• Cahiers d'anesthésiologie · Jan 1991

    Review

    [The use of opioids by the regional route in obstetrics].

    • P Bruelle, J M Ferrer, M Macheboeuf, C Roert, E Viel, and J J Eledjam.
    • Département d'Anesthésie-Réanimation, Centre Hospitalier Universitaire, Nîmes.
    • Cah Anesthesiol. 1991 Jan 1; 39 (2): 97-103.

    AbstractEpidural and spinal administration of opioids in obstetrics can be used during labour and for cesarean section. Although these routes of administration are of limited use when opiates are employed as sole agents, the association with local anesthetics may improve the characteristics of analgesia.

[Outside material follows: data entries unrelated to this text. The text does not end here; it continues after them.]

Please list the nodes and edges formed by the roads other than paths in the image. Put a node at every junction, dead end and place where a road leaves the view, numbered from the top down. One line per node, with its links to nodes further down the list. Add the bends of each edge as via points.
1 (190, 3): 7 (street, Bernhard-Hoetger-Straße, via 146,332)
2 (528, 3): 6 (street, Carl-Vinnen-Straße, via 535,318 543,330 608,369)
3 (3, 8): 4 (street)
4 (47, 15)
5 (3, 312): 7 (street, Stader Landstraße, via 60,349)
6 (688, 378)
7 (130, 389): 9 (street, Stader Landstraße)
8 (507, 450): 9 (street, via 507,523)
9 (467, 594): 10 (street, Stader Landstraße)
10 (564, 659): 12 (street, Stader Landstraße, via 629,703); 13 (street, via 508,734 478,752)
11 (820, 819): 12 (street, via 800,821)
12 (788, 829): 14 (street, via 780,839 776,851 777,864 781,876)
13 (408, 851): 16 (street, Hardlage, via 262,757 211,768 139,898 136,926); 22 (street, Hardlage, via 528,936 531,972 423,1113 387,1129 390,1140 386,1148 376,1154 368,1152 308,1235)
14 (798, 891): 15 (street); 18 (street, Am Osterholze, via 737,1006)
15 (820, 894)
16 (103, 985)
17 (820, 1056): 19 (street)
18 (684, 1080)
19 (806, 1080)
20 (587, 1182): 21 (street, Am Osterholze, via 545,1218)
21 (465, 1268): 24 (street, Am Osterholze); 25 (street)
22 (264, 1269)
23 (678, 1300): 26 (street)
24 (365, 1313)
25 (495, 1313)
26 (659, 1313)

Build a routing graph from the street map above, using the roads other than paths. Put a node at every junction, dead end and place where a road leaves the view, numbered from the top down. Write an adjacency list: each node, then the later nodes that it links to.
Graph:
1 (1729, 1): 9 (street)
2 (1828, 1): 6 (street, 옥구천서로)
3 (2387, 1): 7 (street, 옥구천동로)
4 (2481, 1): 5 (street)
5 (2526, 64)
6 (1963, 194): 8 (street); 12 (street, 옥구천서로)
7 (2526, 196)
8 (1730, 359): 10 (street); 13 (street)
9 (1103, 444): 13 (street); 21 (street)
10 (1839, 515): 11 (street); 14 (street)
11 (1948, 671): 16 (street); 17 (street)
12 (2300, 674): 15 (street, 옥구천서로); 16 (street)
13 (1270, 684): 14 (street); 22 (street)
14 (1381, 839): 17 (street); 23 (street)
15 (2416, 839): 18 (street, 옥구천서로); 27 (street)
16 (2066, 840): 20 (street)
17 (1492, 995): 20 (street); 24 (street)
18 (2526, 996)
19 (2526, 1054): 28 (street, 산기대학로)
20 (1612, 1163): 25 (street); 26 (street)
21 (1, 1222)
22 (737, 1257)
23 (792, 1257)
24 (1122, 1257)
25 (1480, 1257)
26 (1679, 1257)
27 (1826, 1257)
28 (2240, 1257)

The administration of a local anesthetic-opiate mixture allows a reduction of the total amount of local anesthetics, thus reducing the incidence of maternal hypotension and the percentage of instrumental extraction. In the particular setting of cesarean section, opioids could shorten the onset and improve the quality of the duration of analgesia. Opioids may also be used for postoperative analgesia after cesarean section. Since they could be responsible for an opioid-related respiratory depression in the mother and the neonate, a strict supervision is absolutely necessary following this particular mode of administration of opiates. If human and technical means of supervision failed to bring into operation, it would be better not to use opioids by the spinal route in such a context.